Com muita disposição, Lourdes arruma tempo para seu hobby preferido – cozinhar. “Dizem que faço uma carne de panela muito gostosa. E adoro receber amigos. Agora que me mudei de apartamento estou mais entusiasmada. A cozinha é ampla e posso fazer meus quitutes à vontade”. A mesinha da sala de visitas de Lourdes Rodrigues é enfeitada com os troféus Açorianos, Destaque e Lupicínio Rodrigues. Na parede estão as comendas recebidas de três prefeitos da capital gaúcha (João Antônio Dib, Alceu Collares e Olívio Dutra).

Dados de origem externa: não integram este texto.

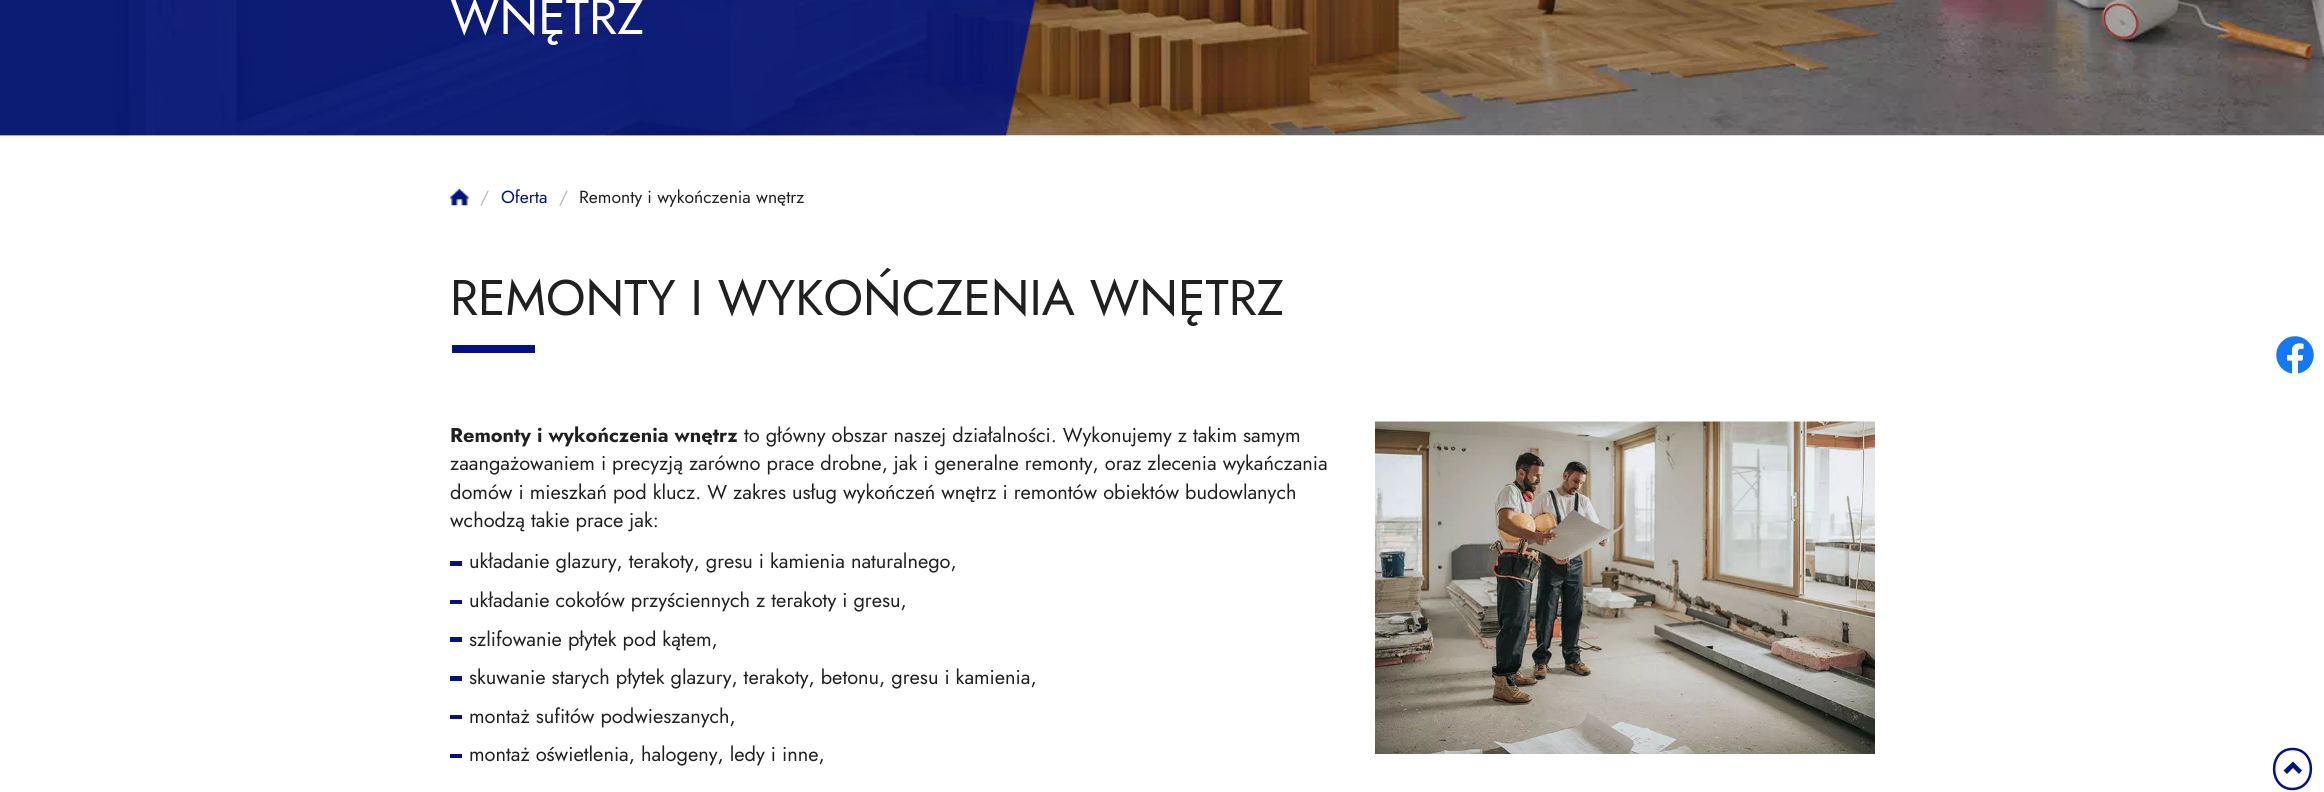 #include <cairo.h>
#include <math.h>
#include <stddef.h>

static cairo_t *ctx;

static void use_color(int r, int g, int b) {
    cairo_set_source_rgb(ctx, r / 255.0, g / 255.0, b / 255.0);
}

static void picture(const char *path, double x, double y, double w, double h) {
    cairo_surface_t *image = cairo_image_surface_create_from_png(path);
    cairo_save(ctx);
    cairo_set_source_surface(ctx, image, x, y);
    cairo_rectangle(ctx, x, y, w, h);
    cairo_fill(ctx);
    cairo_restore(ctx);
    cairo_surface_destroy(image);
}

int main(void) {
    cairo_surface_t *surface = cairo_image_surface_create(CAIRO_FORMAT_RGB24, 2324, 792);
    ctx = cairo_create(surface);
    cairo_font_options_t *options = cairo_font_options_create();
    cairo_font_options_set_hint_metrics(options, CAIRO_HINT_METRICS_OFF);
    cairo_font_options_set_hint_style(options, CAIRO_HINT_STYLE_NONE);
    cairo_set_font_options(ctx, options);
    cairo_set_miter_limit(ctx, 4);
    use_color(255, 255, 255);
    cairo_paint(ctx);
    picture("img2.png", 0, 0, 2324, 136);
    picture("img1.png", 0, 0, 1036, 136);
    cairo_select_font_face(ctx, "Jost", CAIRO_FONT_SLANT_NORMAL, CAIRO_FONT_WEIGHT_NORMAL);
    cairo_set_font_size(ctx, 50);
    use_color(255, 253, 253);
    cairo_move_to(ctx, 450, 34);
    cairo_show_text(ctx, "WNĘTRZ");
    picture("img3.png", 450, 189, 19, 17);
    cairo_set_font_size(ctx, 17.5);
    use_color(184, 184, 184);
    cairo_move_to(ctx, 480, 203);
    cairo_show_text(ctx, "/");
    use_color(0, 19, 127);
    cairo_move_to(ctx, 501, 203);
    cairo_show_text(ctx, "Oferta");
    use_color(184, 184, 184);
    cairo_move_to(ctx, 559, 203);
    cairo_show_text(ctx, "/");
    use_color(32, 32, 32);
    cairo_move_to(ctx, 579, 203);
    cairo_show_text(ctx, "Remonty i wykończenia wnętrz");
    cairo_set_font_size(ctx, 50);
    cairo_move_to(ctx, 450, 315);
    cairo_show_text(ctx, "REMONTY I WYKOŃCZENIA WNĘTRZ");
    use_color(2, 18, 126);
    cairo_rectangle(ctx, 452, 345, 83, 8);
    cairo_fill(ctx);
    cairo_select_font_face(ctx, "Jost", CAIRO_FONT_SLANT_NORMAL, CAIRO_FONT_WEIGHT_BOLD);
    cairo_set_font_size(ctx, 20);
    use_color(32, 32, 32);
    cairo_move_to(ctx, 450, 442);
    cairo_show_text(ctx, "Remonty i wykończenia wnętrz");
    cairo_select_font_face(ctx, "Jost", CAIRO_FONT_SLANT_NORMAL, CAIRO_FONT_WEIGHT_NORMAL);
    cairo_move_to(ctx, 744, 442);
    cairo_show_text(ctx, "to główny obszar naszej działalności. Wykonujemy z takim samym");
    picture("img4.png", 1375, 421, 500, 333);
    cairo_move_to(ctx, 450, 470);
    cairo_show_text(ctx, "zaangażowaniem i precyzją zarówno prace drobne, jak i generalne remonty, oraz zlecenia wykańczania");
    cairo_move_to(ctx, 450, 499);
    cairo_show_text(ctx, "domów i mieszkań pod klucz. W zakres usług wykończeń wnętrz i remontów obiektów budowlanych");
    cairo_move_to(ctx, 450, 527);
    cairo_show_text(ctx, "wchodzą takie prace jak:");
    use_color(3, 18, 124);
    cairo_rectangle(ctx, 450, 561, 12, 5);
    cairo_fill(ctx);
    use_color(32, 32, 32);
    cairo_move_to(ctx, 469, 568);
    cairo_show_text(ctx, "układanie glazury, terakoty, gresu i kamienia naturalnego,");
    use_color(3, 18, 124);
    cairo_rectangle(ctx, 450, 600, 12, 4);
    cairo_fill(ctx);
    use_color(32, 32, 32);
    cairo_move_to(ctx, 469, 607);
    cairo_show_text(ctx, "układanie cokołów przyściennych z terakoty i gresu,");
    use_color(3, 18, 124);
    cairo_rectangle(ctx, 450, 637, 12, 5);
    cairo_fill(ctx);
    use_color(32, 32, 32);
    cairo_move_to(ctx, 469, 646);
    cairo_show_text(ctx, "szlifowanie płytek pod kątem,");
    use_color(3, 18, 124);
    cairo_rectangle(ctx, 450, 676, 12, 5);
    cairo_fill(ctx);
    use_color(32, 32, 32);
    cairo_move_to(ctx, 469, 684);
    cairo_show_text(ctx, "skuwanie starych płytek glazury, terakoty, betonu, gresu i kamienia,");
    use_color(3, 18, 124);
    cairo_rectangle(ctx, 450, 715, 12, 4);
    cairo_fill(ctx);
    use_color(32, 32, 32);
    cairo_move_to(ctx, 469, 723);
    cairo_show_text(ctx, "montaż sufitów podwieszanych,");
    use_color(3, 18, 124);
    cairo_rectangle(ctx, 450, 754, 12, 4);
    cairo_fill(ctx);
    use_color(32, 32, 32);
    cairo_move_to(ctx, 469, 761);
    cairo_show_text(ctx, "montaż oświetlenia, halogeny, ledy i inne,");
    picture("img5.png", 2276, 336, 38, 38);
    cairo_new_path(ctx);
    cairo_move_to(ctx, 2292.5, 749);
    cairo_curve_to(ctx, 2317, 749, 2317, 788.5, 2292.5, 789);
    cairo_curve_to(ctx, 2268, 789, 2268, 749, 2292.5, 749);
    cairo_close_path(ctx);
    use_color(0, 19, 127);
    cairo_set_line_width(ctx, 2.5);
    cairo_stroke(ctx);
    cairo_new_path(ctx);
    cairo_move_to(ctx, 2302, 770.5);
    cairo_line_to(ctx, 2299, 774);
    cairo_line_to(ctx, 2293, 768);
    cairo_line_to(ctx, 2287, 774);
    cairo_line_to(ctx, 2283.5, 770.5);
    cairo_line_to(ctx, 2293, 761.5);
    cairo_close_path(ctx);
    cairo_fill(ctx);
    cairo_surface_write_to_png(surface, "result.png");
    cairo_font_options_destroy(options);
    cairo_destroy(ctx);
    cairo_surface_destroy(surface);
    return 0;
} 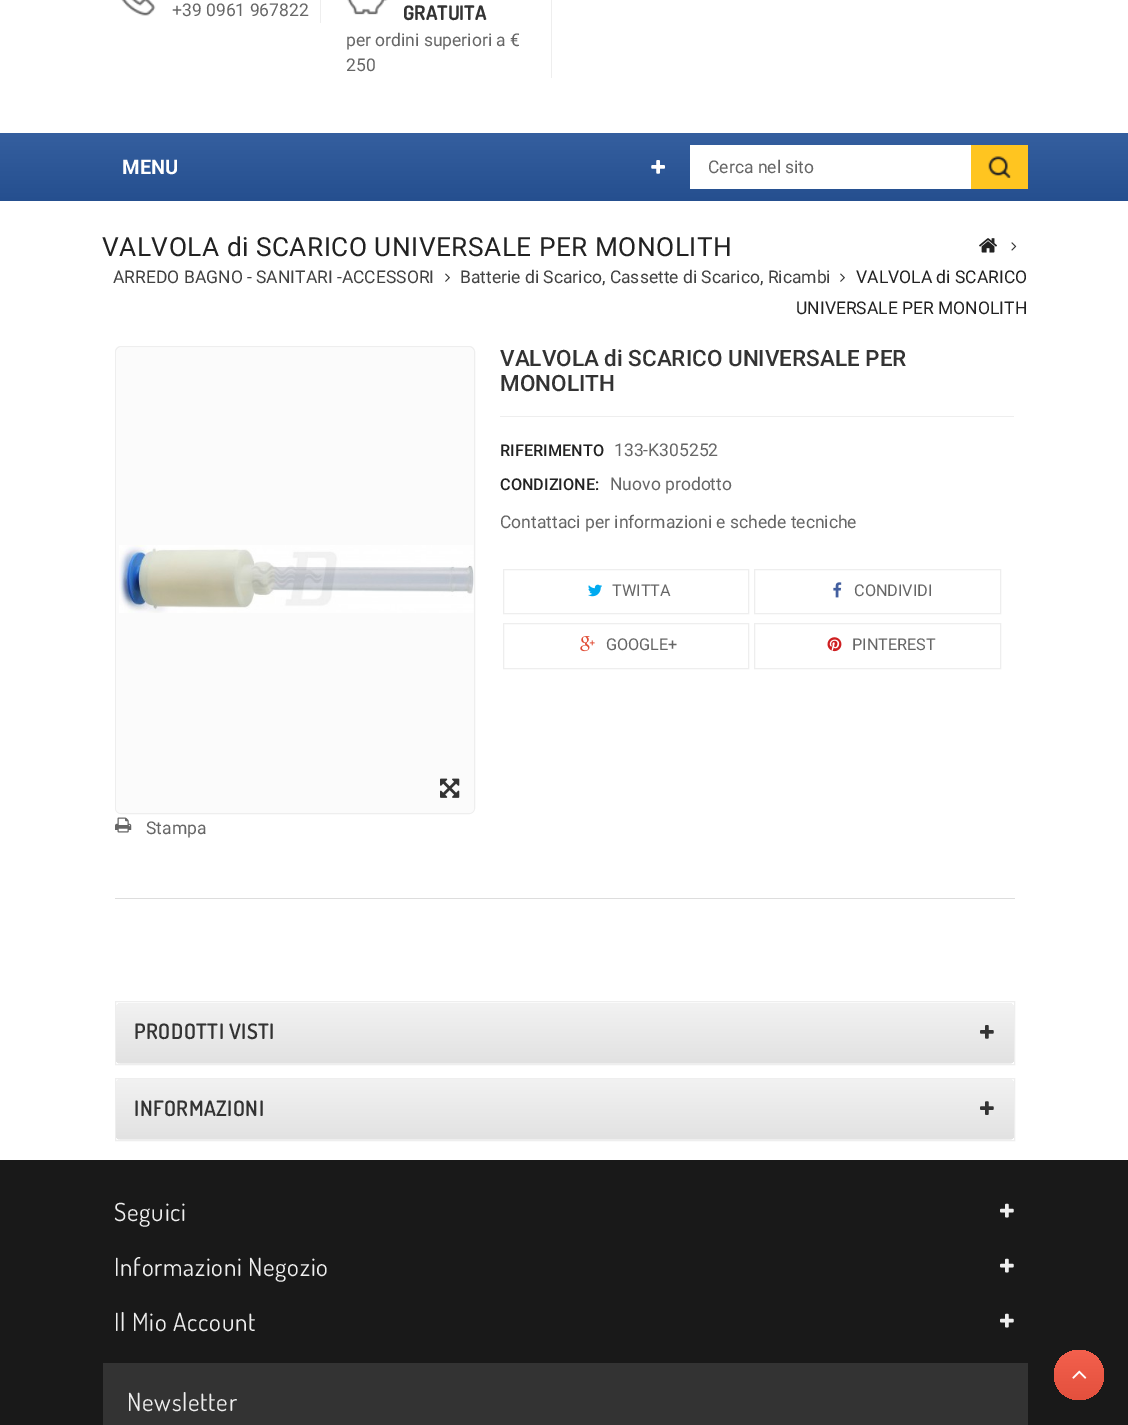 %!PS
<< /PageSize [1128 1425] >> setpagedevice
/rgb { 3 { 255 div 3 1 roll } repeat setrgbcolor } def
/font { [ exch dup neg 0 0 3 -1 roll 0 0 ] selectfont } def
/circle { newpath 0 360 arc closepath } def
/roundrect { 5 dict begin { /r /h /w /y /x } { exch def } forall
  x r add y moveto x w add y 2 copy h add r arct x w add y h add x 1 index r arct
  x y h add x y r arct x y 2 copy exch w add exch r arct closepath end } def
/picture { 5 dict begin { /h /w /y /x /name } { exch def } forall
  gsave x y translate w h scale
  w h 8 [w 0 0 h 0 0] name (r) file false 3 colorimage grestore end } def
0 1425 translate 1 -1 scale
4 setmiterlimit
255 255 255 rgb
0 0 1128 1425 rectfill
(img/1.rgb) 121 0 35 16 picture
238 238 238 rgb
320 0 1 23 rectfill
(img/2.rgb) 347 0 41 15 picture
551 0 1 78 rectfill
gsave 0 133 moveto 1128 133 lineto 1128 201 lineto 0 201 lineto closepath clip newpath
<< /ShadingType 2 /ColorSpace /DeviceRGB /Coords [564 132 564 201] /Extend [true true] /Function << /FunctionType 2 /Domain [0 1] /C0 [0.208 0.373 0.624] /C1 [0.145 0.31 0.561] /N 1 >> >> shfill grestore
(img/3.rgb) 651 160 14 14 picture
255 255 255 rgb
690 145 281 44 rectfill
255 197 32 rgb
971 145 57 44 rectfill
(img/4.rgb) 988 156 23 23 picture
(img/5.rgb) 979 238 18 15 picture
(img/6.rgb) 1011 242 6 9 picture
(img/7.rgb) 445 273 5 9 picture
(img/7.rgb) 840 273 5 9 picture
238 238 238 rgb
500 416 514 1 rectfill
503.5 569.5 245 44 rectstroke
(img/8.rgb) 588 584 14 13 picture
754.5 569.5 246 44 rectstroke
(img/9.rgb) 833 582 9 16 picture
503.5 623.5 245 45 rectstroke
(img/10.rgb) 580 636 15 16 picture
754.5 623.5 246 45 rectstroke
(img/11.rgb) 827 637 15 15 picture
115.5 346.5 359 467 5.5 roundrect stroke
251 251 251 rgb
116 348 358 465 5 roundrect fill
(img/12.rgb) 119 545 355 68 picture
(img/13.rgb) 440 778 20 20 picture
(img/14.rgb) 115 817 17 16 picture
221 221 221 rgb
115 898 900 1 rectfill
238 238 238 rgb
115.5 1001.5 899 63 rectstroke
gsave
116 1003 898 61 6 roundrect clip newpath
gsave 122 1003 moveto 1008 1003 lineto 1011.5 1003 1014 1005.5 1014 1009 curveto 1014 1063 lineto 116 1063 lineto 116 1009 lineto 116 1005.5 118.5 1003 122 1003 curveto closepath clip newpath
<< /ShadingType 2 /ColorSpace /DeviceRGB /Coords [565 1003 565 1063] /Extend [true true] /Function << /FunctionType 2 /Domain [0 1] /C0 [0.949 0.949 0.949] /C1 [0.886 0.886 0.886] /N 1 >> >> shfill grestore
gsave 116 1063 moveto 1014 1063 lineto 1014 1064 lineto 116 1064 lineto closepath clip newpath
<< /ShadingType 2 /ColorSpace /DeviceRGB /Coords [565 1063 565 1123] /Extend [true true] /Function << /FunctionType 2 /Domain [0 1] /C0 [0.949 0.949 0.949] /C1 [0.886 0.886 0.886] /N 1 >> >> shfill grestore
grestore
120 1063 891 1 rectfill
(img/15.rgb) 980 1025 14 14 picture
115.5 1078.5 899 62 rectstroke
gsave
116 1079 898 61 6 roundrect clip newpath
gsave 122 1079 moveto 1008 1079 lineto 1011.5 1079 1014 1081.5 1014 1085 curveto 1014 1139 lineto 116 1139 lineto 116 1085 lineto 116 1081.5 118.5 1079 122 1079 curveto closepath clip newpath
<< /ShadingType 2 /ColorSpace /DeviceRGB /Coords [565 1079 565 1139] /Extend [true true] /Function << /FunctionType 2 /Domain [0 1] /C0 [0.949 0.949 0.949] /C1 [0.886 0.886 0.886] /N 1 >> >> shfill grestore
gsave 116 1139 moveto 1014 1139 lineto 1014 1140 lineto 116 1140 lineto closepath clip newpath
<< /ShadingType 2 /ColorSpace /DeviceRGB /Coords [565 1139 565 1199] /Extend [true true] /Function << /FunctionType 2 /Domain [0 1] /C0 [0.949 0.949 0.949] /C1 [0.886 0.886 0.886] /N 1 >> >> shfill grestore
grestore
120 1139 891 1 rectfill
(img/16.rgb) 980 1101 14 14 picture
25 25 25 rgb
0 1160 1128 265 rectfill
(img/17.rgb) 1000 1203 14 15 picture
(img/17.rgb) 1000 1258 14 15 picture
(img/17.rgb) 1000 1313 14 15 picture
51 51 51 rgb
103 1363 925 62 rectfill
gsave 1079 1375 25 circle clip newpath
<< /ShadingType 2 /ColorSpace /DeviceRGB /Coords [1079 1350 1079 1400] /Extend [true true] /Function << /FunctionType 2 /Domain [0 1] /C0 [0.953 0.376 0.302] /C1 [0.89 0.314 0.239] /N 1 >> >> shfill grestore
(img/18.rgb) 1072 1370 15 9 picture
/Roboto-Regular 17.5 font
102 102 102 rgb
172 16 moveto (+39 0961 967822) show
/Dosis-Bold 20 font
51 51 51 rgb
403 20 moveto (GRATUITA) show
/Roboto-Regular 17.5 font
102 102 102 rgb
346 46 moveto (per ordini superiori a €) show
346 71 moveto (250) show
/Roboto-Bold 20 font
255 255 255 rgb
122 174 moveto (MENU) show
/Roboto-Regular 17.5 font
102 102 102 rgb
708 173 moveto (Cerca nel sito) show
/Roboto-Regular 26.25 font
34 34 34 rgb
102 256 moveto 0.5 0 (VALVOLA di SCARICO UNIVERSALE PER MONOLITH) ashow
/Roboto-Regular 17.5 font
66 66 66 rgb
113 283 moveto (ARREDO BAGNO - SANITARI -ACCESSORI) show
460 283 moveto (Batterie di Scarico, Cassette di Scarico, Ricambi) show
34 34 34 rgb
856 283 moveto (VALVOLA di SCARICO) show
796 314 moveto (UNIVERSALE PER MONOLITH) show
/Roboto-Medium 22.5 font
51 51 51 rgb
500 366 moveto (VALVOLA di SCARICO UNIVERSALE PER) show
500 391 moveto (MONOLITH) show
/Roboto-Medium 16.25 font
34 34 34 rgb
500 456 moveto (RIFERIMENTO) show
/Roboto-Regular 17.5 font
102 102 102 rgb
614 456 moveto (133-K305252) show
/Roboto-Medium 16.25 font
34 34 34 rgb
500 490 moveto (CONDIZIONE:) show
/Roboto-Regular 17.5 font
102 102 102 rgb
610 490 moveto (Nuovo prodotto) show
500 528 moveto (Contattaci per informazioni e schede tecniche) show
/Roboto-Regular 16.25 font
[
  [(TWITTA) 612 596]
  [(CONDIVIDI) 854 596]
  [(GOOGLE+) 606 650]
  [(PINTEREST) 852 650]
] { aload pop moveto show } forall
/Roboto-Regular 17.5 font
146 834 moveto (Stampa) show
/Dosis-SemiBold 21.25 font
51 51 51 rgb
134 1039 moveto 0.5 0 (PRODOTTI VISTI) ashow
134 1116 moveto 0.5 0 (INFORMAZIONI) ashow
/Dosis-Regular 25 font
238 238 238 rgb
114 1221 moveto 0.75 0 (Seguici) ashow
114 1276 moveto 0.75 0 (Informazioni Negozio) ashow
114 1331 moveto 0.75 0 (Il Mio Account) ashow
127 1411 moveto 0.75 0 (Newsletter) ashow
showpage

E também tem muito satisfação por ter sido a primeira cantora gaúcha a se apresentar com o cantor Jair Rodrigues, no show Retratos do Brasil, em 1998. Em dezembro do ano passado esteve em Buenos Aires, participando do Festival Internacional de Tangos. Na capital portenha entoou o CD “Porto Alegre Canta Tangos”, produzido pela prefeitura municipal da maior cidade do estado.
Seu fôlego lhe permite cantar de cinco a sete horas em bailes pelas mais diversas cidades gaúchas. Sua banda é integrada por nove pessoas e dispõe de toda a aparelhagem necessária. Autodidata, Lourdes diz ter um ouvido apurado. “Ensaio muito. O que me dá esta força toda é o fato de ter bons arranjadores”.
A Dama da Canção está otimista em relação ao novo governo do estado. Ela espera que o governador Olívio Dutra e, particularmente, o secretário Estadual da Cultura, Luiz Pilla Vares, valorizem os artistas da terra. “Não é preciso trazer Pavarotti e, tampouco, Mont’ Serra Cavalle. É possível fazer uma linda festa com nossos músicos, poetas e grandes cantores. Dispomos de trovadores, clássicos e artistas da nova geração – todos altamente capacitados”.
Além de colecionar prêmios e de ter tido um fã-clube, Lourdes é cortejada por muitos e muitos amigos. A jornalista Leila Weber é um deles. Elas se conheceram no início dos anos 60. Leila fez uma entrevista com a cantora para a antiga, e hoje fora de circulação, revista TV Sul. Outras tantas entrevistas se seguiram. E a jornalista sempre impressionada com a garra e o talento da cantora. Num 15 de janeiro, Leila escreveu em sua coluna, no Jornal do Comércio, que o “Dia do Fico” deveria se chamar “Dia da Lourdes Rodrigues”, pois como Luís Fernando Verissimo e Lupicínio Rodrigues, ela elegeu o Rio Grande do Sul para se firmar como intérprete. “Se ela tivesse ido para o eixo Rio/São Paulo, poderia ter superado Elis Regina e Elizabeth Cardoso”.
Cordialidade é, para Leila, uma das palavras que combina com Lourdes. “Ela tem um humor extraordinário e pauta suas ações pela consciência e ética profissional”, elogia. Eventualmente, Leila tem prestado assessoria de imprensa para a cantora. Em seus textos, resgata a memória desta grande intérprete de Lupicínio Rodrigues.